In the third installment of Pang's ongoing romance between advertising whiz Jimmy and make-up professional Cherie, Love off the Cuff ventures into the domestic comfort zone, with both back in Hong Kong and experiencing the kind of routine that gives rise to boredom, uncertainty and insecurity in a committed relationship. The Salesman refers to the character from Arthur Miller's classic Death of a Salesman, which married actors Emad (Shahab Hosseini) and Rana (Taraneh Alidoosti) are performing in. When structural damage forces them to leave their apartment, they move into a flat previously occupied by a prostitute - or a woman with many male friends as she's euphemistically referred to. Alone one evening Rana is assaulted in the flat, prompting a quest for revenge - by Emad.
In both films, Pang and Farhadi are returning to familiar ground, and in both cases it's a welcome return. Shawn Yue Man-lok and Miriam Yeung Chin-wah reprise their roles as Jimmy and Cherie and, as was the case in Love in a Puff and Love in the Buff, their chemistry is as crackling as ever. Pang finds a way to keep things fresh - even if Jimmy and Cherie don't feel it - and audaciously throws in mythical monsters, UFOs and alien contact (it makes sense in the movie). Anyone who's curious about the state of Jimmy and Cherie's romance will want to tuck into Love off the Cuff. They're still charmingly recognizable characters, recalling the messy, curious and complicated people we all live and work with in Hong Kong. The colorful, ultra-modern Cantonese adds a taste of locality that gives the film real personality.

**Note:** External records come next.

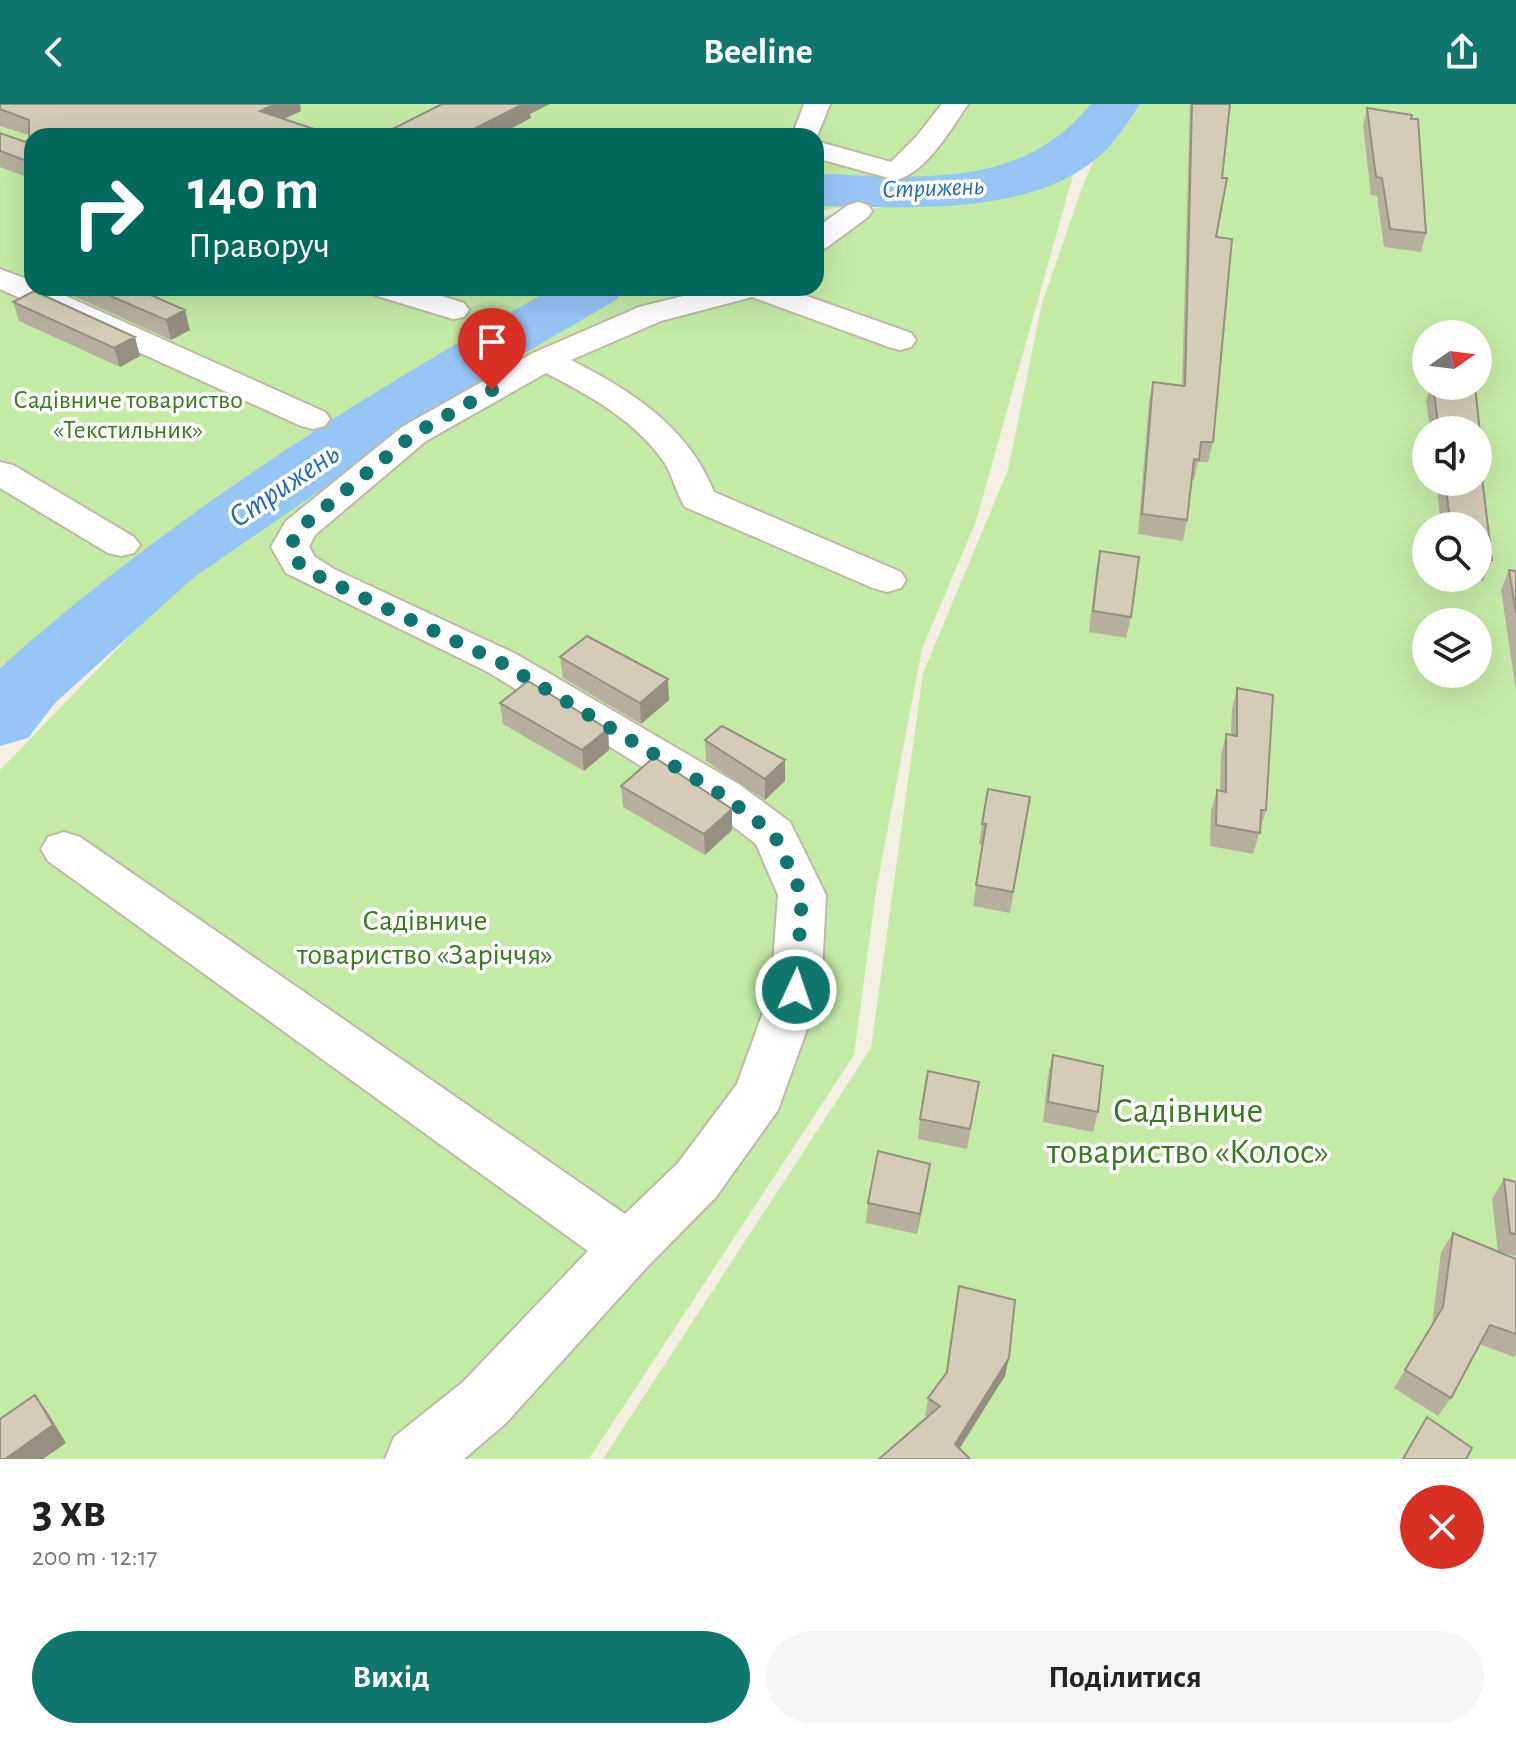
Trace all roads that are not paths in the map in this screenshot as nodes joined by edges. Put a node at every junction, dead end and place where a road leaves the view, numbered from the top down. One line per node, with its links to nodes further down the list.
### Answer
1 (817, 104): 3 (street)
2 (955, 104): 4 (street)
3 (808, 128)
4 (824, 151)
5 (858, 211): 6 (street)
6 (824, 236)
7 (0, 278): 8 (street)
8 (24, 289)
9 (40, 296): 16 (street)
10 (410, 296): 13 (street)
11 (722, 296): 15 (street)
12 (776, 296): 14 (street)
13 (453, 310)
14 (900, 340)
15 (545, 360): 19 (street); 21 (street)
16 (313, 419)
17 (0, 473): 18 (street)
18 (121, 545)
19 (887, 580)
20 (64, 849): 21 (street)
21 (628, 1248): 22 (street)
22 (416, 1459)

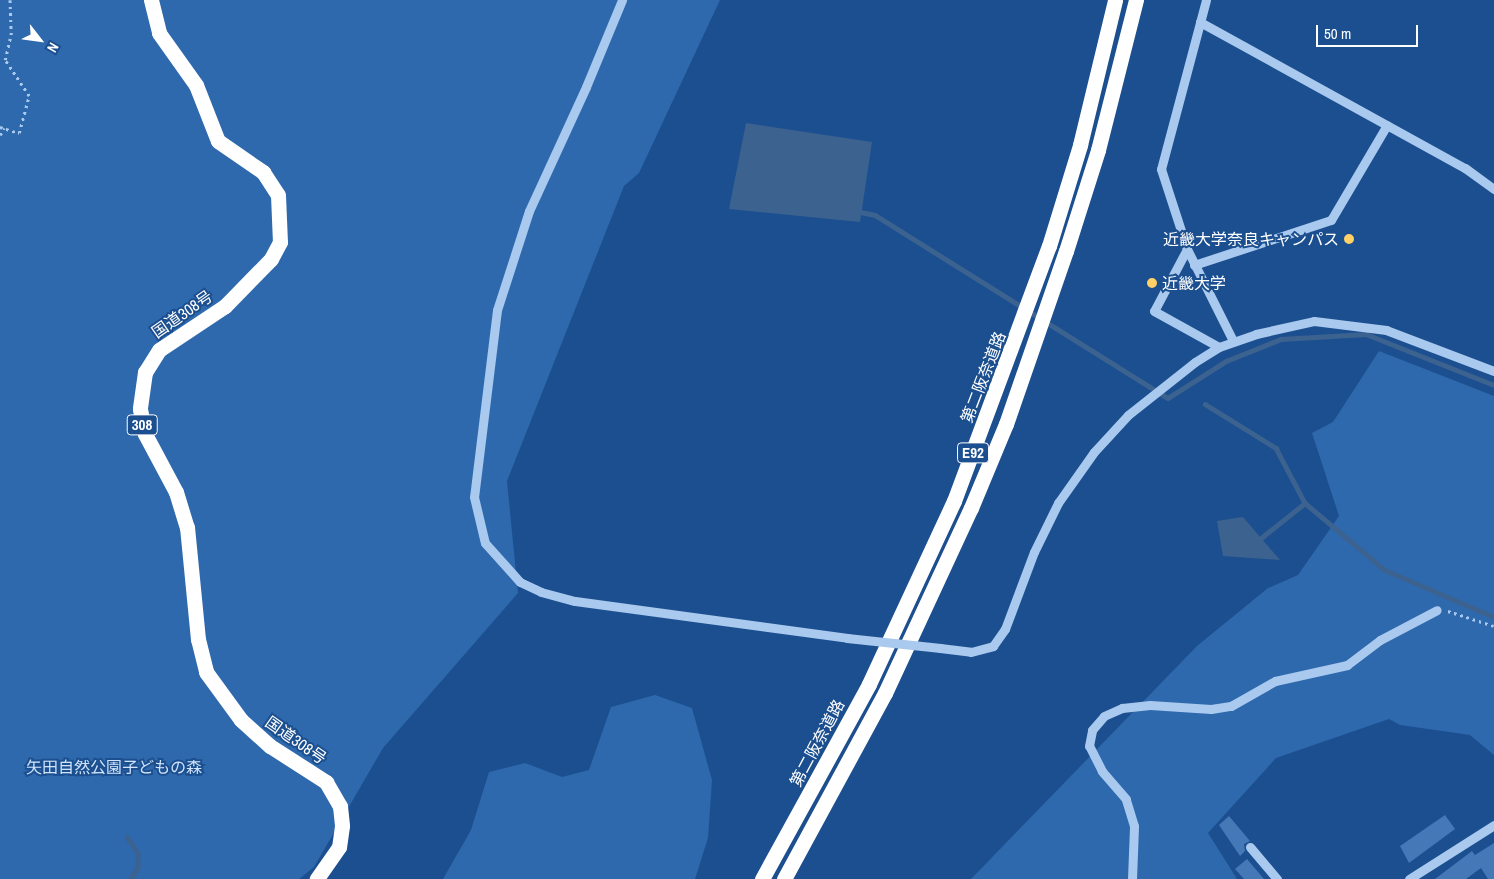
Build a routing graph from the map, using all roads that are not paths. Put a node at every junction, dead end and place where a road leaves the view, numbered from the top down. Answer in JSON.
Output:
{"nodes":[{"id":1,"x":151,"y":0,"type":"edge"},
{"id":2,"x":622,"y":0,"type":"edge"},
{"id":3,"x":1115,"y":0,"type":"edge"},
{"id":4,"x":1136,"y":0,"type":"edge"},
{"id":5,"x":1206,"y":0,"type":"edge"},
{"id":6,"x":1200,"y":22,"type":"junction"},
{"id":7,"x":1387,"y":125,"type":"junction"},
{"id":8,"x":1494,"y":189,"type":"edge"},
{"id":9,"x":1186,"y":249,"type":"junction"},
{"id":10,"x":1194,"y":265,"type":"junction"},
{"id":11,"x":1233,"y":341,"type":"junction"},
{"id":12,"x":1219,"y":347,"type":"junction"},
{"id":13,"x":1494,"y":370,"type":"edge"},
{"id":14,"x":1437,"y":610,"type":"road end"},
{"id":15,"x":1494,"y":825,"type":"edge"},
{"id":16,"x":1250,"y":846,"type":"dead end"},
{"id":17,"x":317,"y":879,"type":"edge"},
{"id":18,"x":762,"y":879,"type":"edge"},
{"id":19,"x":784,"y":879,"type":"edge"},
{"id":20,"x":1132,"y":879,"type":"edge"},
{"id":21,"x":1277,"y":879,"type":"edge"},
{"id":22,"x":1410,"y":879,"type":"edge"}],
"edges":[{"from":1,"to":17,"type":"highway","name":"国道308号","number":"308"},
{"from":2,"to":12,"type":"street","bridge":true},
{"from":3,"to":18,"type":"highway","name":"第二阪奈道路","number":"E92"},
{"from":4,"to":19,"type":"highway","number":"E92"},
{"from":5,"to":6,"type":"street"},
{"from":6,"to":7,"type":"street"},
{"from":6,"to":9,"type":"street"},
{"from":7,"to":8,"type":"street"},
{"from":7,"to":10,"type":"street"},
{"from":9,"to":10,"type":"street"},
{"from":9,"to":12,"type":"street"},
{"from":10,"to":11,"type":"street"},
{"from":11,"to":12,"type":"street"},
{"from":11,"to":13,"type":"street"},
{"from":14,"to":20,"type":"street"},
{"from":15,"to":22,"type":"street"},
{"from":16,"to":21,"type":"street"}]}
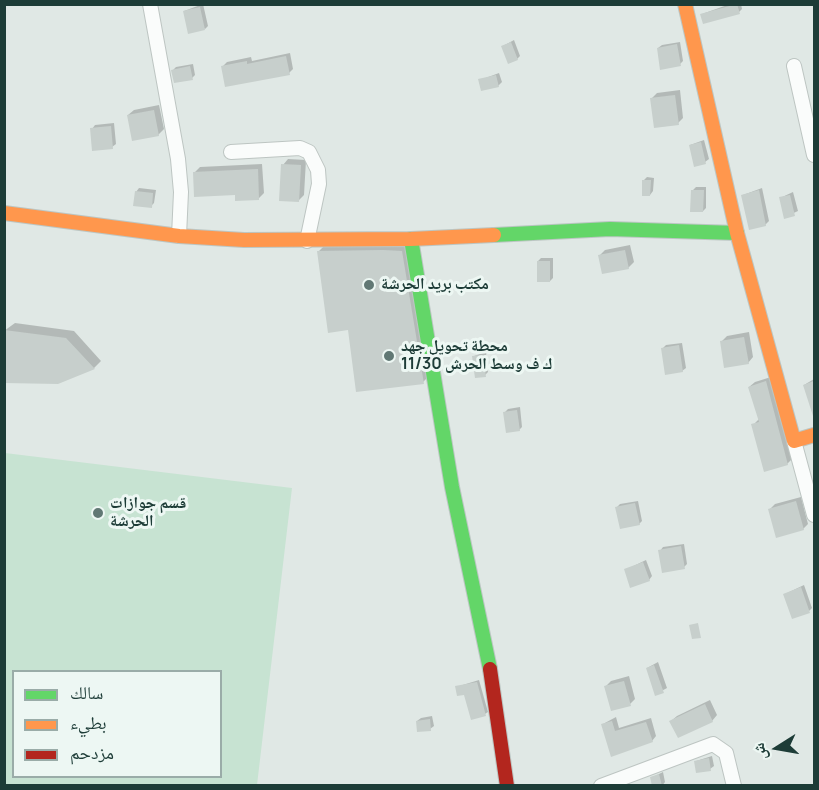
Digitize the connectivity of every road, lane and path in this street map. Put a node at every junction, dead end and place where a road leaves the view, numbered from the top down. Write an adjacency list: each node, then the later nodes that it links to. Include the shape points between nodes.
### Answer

And yes, there could be a fourth.
While the Oscar-winning The Salesman doesn't have a focus on the pressing social hierarchy that made A Separation so compelling, Farhadi does a masterful job of juggling the feelings of shame and forgiveness while demanding that viewers question Emad and Rana's - arrogant, elitist, morally challenged - motivations for the justice they seek. The story really picks up when Rana declines to go to the police, and Emad begins his vengeful search for the rapist (hinted at, but obvious) and reveals the film for what it is: a meditation on a husband's misplaced rage. Emad isn't acting on Rana's behalf; he's acting on behalf of his wounded pride. Hosseini's performance is all modulated emotionalism in contrast to Alidoosti's cool detachment, and they dovetail perfectly.
Farhadi's typical attention to detail keeps The Salesman engaging, even when it meanders off course a bit - an offhand shot of what is clearly a child's drawing demands reconsideration of the unseen prostitute. His generic specialities are all present and accounted for: There are plenty of doors and windows putting Rana and Emad together and keeping them apart at the same time.